‘Long Mile Home’ must-read story of Boston bombing
“Long Mile Home: Boston Under Attack, the City’s Courageous Recovery, and the Epic Hunt for Justice” (Dutton), by Scott Helman and Jenna Russell
A new book about the Boston Marathon bombings last April is more gripping than a mystery novel, has more deeply drawn characters than a literary novel and is enriched by the details of a history book.
“Long Mile Home,” by Boston Globe reporters Scott Helman and Jenna Russell, is a surprisingly fantastic read.
The basic outline is well-known: Two brothers are suspected in the April 15 bombings that killed three people, seriously injured hundreds and caused utter chaos.
It’s the lesser-known nuggets, and the interweaving of the characters’ stories, that make “Long Mile Home” a must-read.
The book starts out with a beautiful history of the Boston Marathon and poignant description of its opening moments: “a column of bobbing runners, thousands of them, surging downhill on a twisting two-lane road, a kinetic rainbow of tank tops, radiant T-shirts, race-day costumes, visors, headbands, and hats.” Readers are introduced to the race’s longtime director, Dave McGillivray, whose short stature challenged his dreams of being an athlete until he found a refuge in running.
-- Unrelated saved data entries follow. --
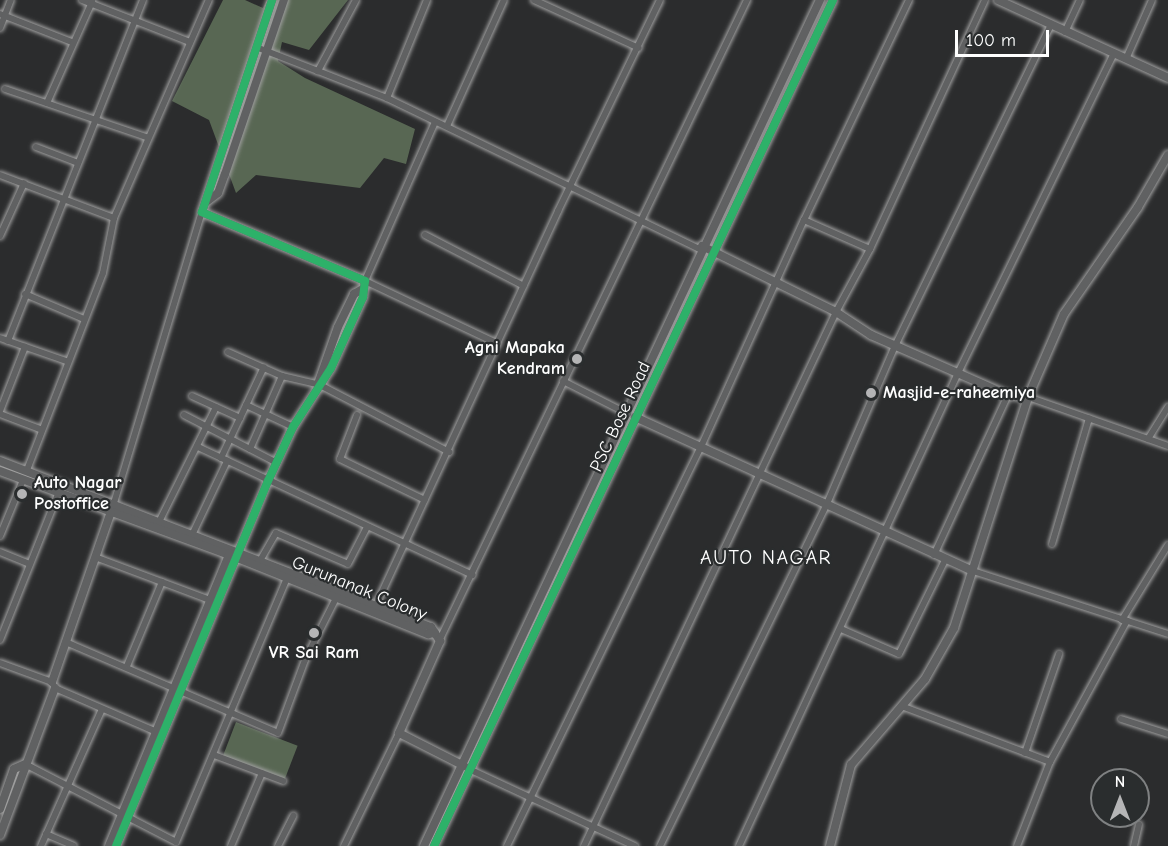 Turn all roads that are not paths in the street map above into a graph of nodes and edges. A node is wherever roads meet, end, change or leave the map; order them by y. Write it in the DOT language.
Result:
graph roads {
  1 [pos="11,0"];
  2 [pos="82,0"];
  3 [pos="143,0"];
  4 [pos="209,0"];
  5 [pos="272,0"];
  6 [pos="284,0"];
  7 [pos="356,0"];
  8 [pos="427,0"];
  9 [pos="504,0"];
  10 [pos="534,0"];
  11 [pos="660,0"];
  12 [pos="747,0"];
  13 [pos="820,0"];
  14 [pos="833,0"];
  15 [pos="909,0"];
  16 [pos="985,0"];
  17 [pos="998,0"];
  18 [pos="1080,0"];
  19 [pos="1152,0"];
  20 [pos="92,2"];
  21 [pos="1015,3"];
  22 [pos="3,15"];
  23 [pos="135,20"];
  24 [pos="1050,27"];
  25 [pos="0,28"];
  26 [pos="1065,33"];
  27 [pos="72,42"];
  28 [pos="190,42"];
  29 [pos="256,47"];
  30 [pos="639,48"];
  31 [pos="267,51"];
  32 [pos="1113,55"];
  33 [pos="1126,59"];
  34 [pos="318,71"];
  35 [pos="1168,78"];
  36 [pos="5,89"];
  37 [pos="387,98"];
  38 [pos="47,103"];
  39 [pos="94,120"];
  40 [pos="435,122"];
  41 [pos="447,126"];
  42 [pos="146,138"];
  43 [pos="36,147"];
  44 [pos="1168,155"];
  45 [pos="78,163"];
  46 [pos="0,175"];
  47 [pos="24,183"];
  48 [pos="571,185"];
  49 [pos="66,200"];
  50 [pos="206,202"];
  51 [pos="202,212"];
  52 [pos="114,218"];
  53 [pos="804,220"];
  54 [pos="640,222"];
  55 [pos="0,236"];
  56 [pos="425,236"];
  57 [pos="702,248"];
  58 [pos="870,249"];
  59 [pos="715,251"];
  60 [pos="365,280"];
  61 [pos="777,283"];
  62 [pos="524,286"];
  63 [pos="25,294"];
  64 [pos="836,312"];
  65 [pos="84,318"];
  66 [pos="0,338"];
  67 [pos="8,341"];
  68 [pos="498,344"];
  69 [pos="895,346"];
  70 [pos="25,347"];
  71 [pos="228,352"];
  72 [pos="66,361"];
  73 [pos="264,368"];
  74 [pos="958,373"];
  75 [pos="282,376"];
  76 [pos="563,381"];
  77 [pos="318,384"];
  78 [pos="1008,395"];
  79 [pos="192,396"];
  80 [pos="1028,397"];
  81 [pos="246,405"];
  82 [pos="1168,406"];
  83 [pos="216,407"];
  84 [pos="0,412"];
  85 [pos="266,414"];
  86 [pos="628,414"];
  87 [pos="184,415"];
  88 [pos="357,415"];
  89 [pos="240,418"];
  90 [pos="1089,418"];
  91 [pos="638,419"];
  92 [pos="207,427"];
  93 [pos="293,427"];
  94 [pos="40,429"];
  95 [pos="230,439"];
  96 [pos="1149,439"];
  97 [pos="1168,446"];
  98 [pos="198,447"];
  99 [pos="250,449"];
  100 [pos="700,449"];
  101 [pos="449,452"];
  102 [pos="224,459"];
  103 [pos="0,461"];
  104 [pos="277,463"];
  105 [pos="30,471"];
  106 [pos="0,472"];
  107 [pos="760,476"];
  108 [pos="26,481"];
  109 [pos="268,481"];
  110 [pos="58,494"];
  111 [pos="424,500"];
  112 [pos="826,506"];
  113 [pos="112,508"];
  114 [pos="160,520"];
  115 [pos="367,527"];
  116 [pos="193,533"];
  117 [pos="886,533"];
  118 [pos="0,536"];
  119 [pos="402,544"];
  120 [pos="1052,544"];
  121 [pos="1168,545"];
  122 [pos="0,552"];
  123 [pos="233,553"];
  124 [pos="934,555"];
  125 [pos="95,557"];
  126 [pos="261,559"];
  127 [pos="945,560"];
  128 [pos="30,564"];
  129 [pos="973,571"];
  130 [pos="473,575"];
  131 [pos="287,578"];
  132 [pos="162,582"];
  133 [pos="336,598"];
  134 [pos="210,600"];
  135 [pos="377,603"];
  136 [pos="1125,620"];
  137 [pos="841,629"];
  138 [pos="1168,634"];
  139 [pos="438,635"];
  140 [pos="0,640"];
  141 [pos="68,643"];
  142 [pos="1059,654"];
  143 [pos="0,663"];
  144 [pos="128,666"];
  145 [pos="53,685"];
  146 [pos="178,688"];
  147 [pos="904,707"];
  148 [pos="102,709"];
  149 [pos="231,714"];
  150 [pos="1121,719"];
  151 [pos="159,733"];
  152 [pos="399,733"];
  153 [pos="1168,734"];
  154 [pos="1025,753"];
  155 [pos="214,755"];
  156 [pos="1050,762"];
  157 [pos="25,764"];
  158 [pos="461,764"];
  159 [pos="471,770"];
  160 [pos="262,773"];
  161 [pos="283,781"];
  162 [pos="70,788"];
  163 [pos="531,796"];
  164 [pos="0,809"];
  165 [pos="126,815"];
  166 [pos="293,816"];
  167 [pos="593,825"];
  168 [pos="1138,828"];
  169 [pos="46,834"];
  170 [pos="0,835"];
  171 [pos="175,844"];
  172 [pos="41,846"];
  173 [pos="74,846"];
  174 [pos="109,846"];
  175 [pos="116,846"];
  176 [pos="231,846"];
  177 [pos="278,846"];
  178 [pos="344,846"];
  179 [pos="424,846"];
  180 [pos="434,846"];
  181 [pos="507,846"];
  182 [pos="584,846"];
  183 [pos="635,846"];
  184 [pos="660,846"];
  185 [pos="740,846"];
  186 [pos="830,846"];
  187 [pos="1017,846"];
  188 [pos="1134,846"];
  1 -- 22 [label="street"];
  2 -- 20 [label="street"];
  3 -- 23 [label="street"];
  4 -- 28 [label="street"];
  5 -- 29 [label="street"];
  6 -- 31 [label="street"];
  7 -- 34 [label="street"];
  8 -- 37 [label="street"];
  9 -- 41 [label="street"];
  10 -- 30 [label="street"];
  11 -- 30 [label="street"];
  12 -- 54 [label="street"];
  13 -- 57 [label="street, PSC Bose Road"];
  14 -- 59 [label="street, PSC Bose Road"];
  15 -- 53 [label="street"];
  16 -- 58 [label="street"];
  17 -- 21 [label="street"];
  18 -- 26 [label="street"];
  19 -- 33 [label="street"];
  20 -- 23 [label="street"];
  20 -- 27 [label="street"];
  21 -- 24 [label="street"];
  22 -- 25 [label="street"];
  22 -- 27 [label="street"];
  23 -- 28 [label="street"];
  23 -- 39 [label="street"];
  24 -- 26 [label="street"];
  24 -- 69 [label="street"];
  26 -- 32 [label="street"];
  27 -- 38 [label="street"];
  28 -- 42 [label="street"];
  29 -- 31 [label="street"];
  29 -- 50 [label="street"];
  30 -- 48 [label="street"];
  31 -- 34 [label="street"];
  31 -- 50 [label="street"];
  32 -- 33 [label="street"];
  32 -- 74 [label="street"];
  33 -- 35 [label="street"];
  34 -- 37 [label="street"];
  36 -- 38 [label="street"];
  37 -- 40 [label="street"];
  38 -- 39 [label="street"];
  39 -- 42 [label="street"];
  39 -- 45 [label="street"];
  40 -- 41 [label="street"];
  40 -- 60 [label="street"];
  41 -- 48 [label="street"];
  42 -- 52 [label="street"];
  43 -- 45 [label="street"];
  44 -- 80 [label="street"];
  45 -- 49 [label="street"];
  46 -- 47 [label="street"];
  47 -- 49 [label="street"];
  47 -- 55 [label="street"];
  48 -- 54 [label="street"];
  48 -- 62 [label="street"];
  49 -- 52 [label="street"];
  49 -- 63 [label="street"];
  50 -- 51 [label="street"];
  51 -- 60 [label="street"];
  51 -- 113 [label="street"];
  52 -- 65 [label="street"];
  53 -- 58 [label="street"];
  53 -- 61 [label="street"];
  54 -- 57 [label="street"];
  54 -- 76 [label="street"];
  56 -- 62 [label="street"];
  57 -- 59 [label="street"];
  57 -- 86 [label="street, PSC Bose Road"];
  58 -- 64 [label="street"];
  59 -- 61 [label="street"];
  59 -- 91 [label="street, PSC Bose Road"];
  60 -- 68 [label="street"];
  60 -- 77 [label="street"];
  61 -- 64 [label="street"];
  61 -- 100 [label="street"];
  62 -- 68 [label="street"];
  63 -- 65 [label="street"];
  63 -- 67 [label="street"];
  64 -- 69 [label="street"];
  64 -- 107 [label="street"];
  65 -- 72 [label="street"];
  66 -- 67 [label="street"];
  67 -- 70 [label="street"];
  68 -- 101 [label="street"];
  69 -- 74 [label="street"];
  69 -- 112 [label="street"];
  70 -- 72 [label="street"];
  70 -- 84 [label="street"];
  71 -- 73 [label="street"];
  72 -- 94 [label="street"];
  73 -- 75 [label="street"];
  73 -- 81 [label="street"];
  74 -- 78 [label="street"];
  74 -- 117 [label="street"];
  75 -- 77 [label="street"];
  75 -- 85 [label="street"];
  76 -- 86 [label="street"];
  76 -- 130 [label="street"];
  77 -- 93 [label="street"];
  77 -- 101 [label="street"];
  78 -- 80 [label="street"];
  78 -- 124 [label="street"];
  79 -- 83 [label="street"];
  80 -- 90 [label="street"];
  80 -- 129 [label="street"];
  81 -- 85 [label="street"];
  81 -- 89 [label="street"];
  82 -- 96 [label="street"];
  83 -- 89 [label="street"];
  83 -- 92 [label="street"];
  84 -- 94 [label="street"];
  85 -- 93 [label="street"];
  85 -- 99 [label="street"];
  86 -- 91 [label="street"];
  86 -- 158 [label="street, PSC Bose Road"];
  87 -- 92 [label="street"];
  88 -- 111 [label="street"];
  89 -- 95 [label="street"];
  90 -- 96 [label="street"];
  90 -- 120 [label="street"];
  91 -- 100 [label="street"];
  91 -- 159 [label="street, PSC Bose Road"];
  92 -- 95 [label="street"];
  92 -- 98 [label="street"];
  93 -- 104 [label="street"];
  94 -- 105 [label="street"];
  95 -- 99 [label="street"];
  95 -- 102 [label="street"];
  96 -- 97 [label="street"];
  98 -- 102 [label="street"];
  98 -- 114 [label="street"];
  99 -- 104 [label="street"];
  100 -- 107 [label="street"];
  100 -- 163 [label="street"];
  101 -- 111 [label="street"];
  102 -- 109 [label="street"];
  102 -- 116 [label="street"];
  103 -- 105 [label="street, Gurunanak Colony"];
  104 -- 109 [label="street"];
  105 -- 108 [label="street"];
  105 -- 113 [label="street, Gurunanak Colony"];
  106 -- 108 [label="street, Gurunanak Colony"];
  107 -- 112 [label="street"];
  107 -- 167 [label="street"];
  108 -- 110 [label="street, Gurunanak Colony"];
  108 -- 118 [label="street"];
  109 -- 115 [label="street"];
  109 -- 123 [label="street"];
  110 -- 113 [label="street, Gurunanak Colony"];
  110 -- 128 [label="street"];
  111 -- 119 [label="street"];
  112 -- 117 [label="street"];
  112 -- 184 [label="street"];
  113 -- 114 [label="street, Gurunanak Colony"];
  113 -- 123 [label="street, Gurunanak Colony"];
  113 -- 125 [label="street"];
  114 -- 116 [label="street, Gurunanak Colony"];
  115 -- 119 [label="street"];
  115 -- 126 [label="street"];
  116 -- 123 [label="street, Gurunanak Colony"];
  117 -- 124 [label="street"];
  117 -- 137 [label="street"];
  119 -- 130 [label="street"];
  119 -- 135 [label="street"];
  121 -- 136 [label="street"];
  122 -- 128 [label="street"];
  123 -- 126 [label="street, Gurunanak Colony"];
  123 -- 131 [label="street, Gurunanak Colony"];
  123 -- 134 [label="street"];
  123 -- 146 [label="street"];
  124 -- 127 [label="street"];
  125 -- 132 [label="street"];
  125 -- 141 [label="street"];
  126 -- 135 [label="street, Gurunanak Colony"];
  127 -- 129 [label="street"];
  127 -- 137 [label="street"];
  128 -- 140 [label="street"];
  129 -- 136 [label="street"];
  129 -- 147 [label="street"];
  130 -- 139 [label="street"];
  131 -- 133 [label="street, Gurunanak Colony"];
  131 -- 149 [label="street"];
  132 -- 134 [label="street"];
  132 -- 144 [label="street"];
  133 -- 139 [label="street, Gurunanak Colony"];
  133 -- 149 [label="street"];
  134 -- 146 [label="street"];
  135 -- 139 [label="street, Gurunanak Colony"];
  136 -- 138 [label="street"];
  136 -- 156 [label="street"];
  137 -- 185 [label="street"];
  139 -- 152 [label="street"];
  141 -- 144 [label="street"];
  141 -- 145 [label="street"];
  142 -- 154 [label="street"];
  143 -- 145 [label="street"];
  144 -- 146 [label="street"];
  145 -- 148 [label="street"];
  145 -- 157 [label="street"];
  146 -- 149 [label="street"];
  146 -- 151 [label="street"];
  147 -- 154 [label="street"];
  147 -- 186 [label="street"];
  148 -- 151 [label="street"];
  148 -- 162 [label="street"];
  149 -- 155 [label="street"];
  150 -- 153 [label="street"];
  151 -- 165 [label="street"];
  152 -- 158 [label="street"];
  152 -- 178 [label="street"];
  154 -- 156 [label="street"];
  155 -- 160 [label="street"];
  155 -- 171 [label="street"];
  156 -- 187 [label="street"];
  157 -- 162 [label="street"];
  157 -- 164 [label="street"];
  157 -- 170 [label="street"];
  158 -- 159 [label="street"];
  158 -- 179 [label="street, PSC Bose Road"];
  159 -- 163 [label="street"];
  159 -- 180 [label="street, PSC Bose Road"];
  160 -- 161 [label="street"];
  160 -- 176 [label="street"];
  162 -- 165 [label="street"];
  162 -- 169 [label="street"];
  163 -- 167 [label="street"];
  163 -- 181 [label="street"];
  165 -- 171 [label="street"];
  165 -- 174 [label="street"];
  165 -- 175 [label="street"];
  166 -- 177 [label="street"];
  167 -- 182 [label="street"];
  167 -- 183 [label="street"];
  168 -- 188 [label="street"];
  169 -- 172 [label="street"];
  169 -- 173 [label="street"];
}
As for the Tsarnaev brothers, the authors write that the older one, Tamerlan, heard voices in his head and erupted at fellow Muslims who celebrated secular holidays like Thanksgiving and honored non-Muslims like Martin Luther King Jr. The younger brother, Dzhokhar, was a former high school honor student who foundered in his studies at college and became a high-volume pot dealer, they say. The disintegration of their family and personal failures appeared to leave the brothers “with few positive influences, no direction, and little to lose,” the authors write.
The vivid descriptions of the explosions and the firsthand accounts of their aftermath are beyond chilling. The randomness of who survived and who didn’t is captured by a moment in which Krystle Campbell allowed a fellow spectator to take a prime viewing spot because her friend was closer to the finish line. Campbell was killed by the explosive-filled backpack dropped close to where she was standing. Also killed in the explosions were Boston University graduate student Lu Lingzi and 8-year-old Martin Richard, whose friends say told the best knock-knock jokes and stuck up for other kids.
Stunningly, the death toll remained at three in great part because of the location of the bombing: near a medical tent and within 2 miles of six top hospitals, the authors write.
The suspense and anxiety is palpable as investigators sift through surveillance video in search of the suspects. Once the brothers’ images and names are publicized, the action reaches fever pitch with a fateful car-jacking — the details of which are jaw-dropping — and firefight with police. Officers had pinned down Tamerlan Tsarnaev when Dzhokhar fled in the car-jacked Mercedes SUV, running over his brother in the process.
Authorities shut down several communities, asked residents to stay indoors and went door to door in search of Dzhokhar Tsarnaev. Ironically, he was only found after the shelter request was lifted. Homeowner David Henneberry had been itching to go out to his lawn and put two errant paint rollers back in their place on his boat, but he didn’t want to disobey police. When he finally ventured out, Henneberry saw blood on the floor of his boat and a still body lying near the engine box. Dzhokhar was taken into custody and is scheduled to go to trial later this year.
It’s an incredible story, and the heart-rending pictures in the middle of the book are a stark reminder that it’s real, not fiction.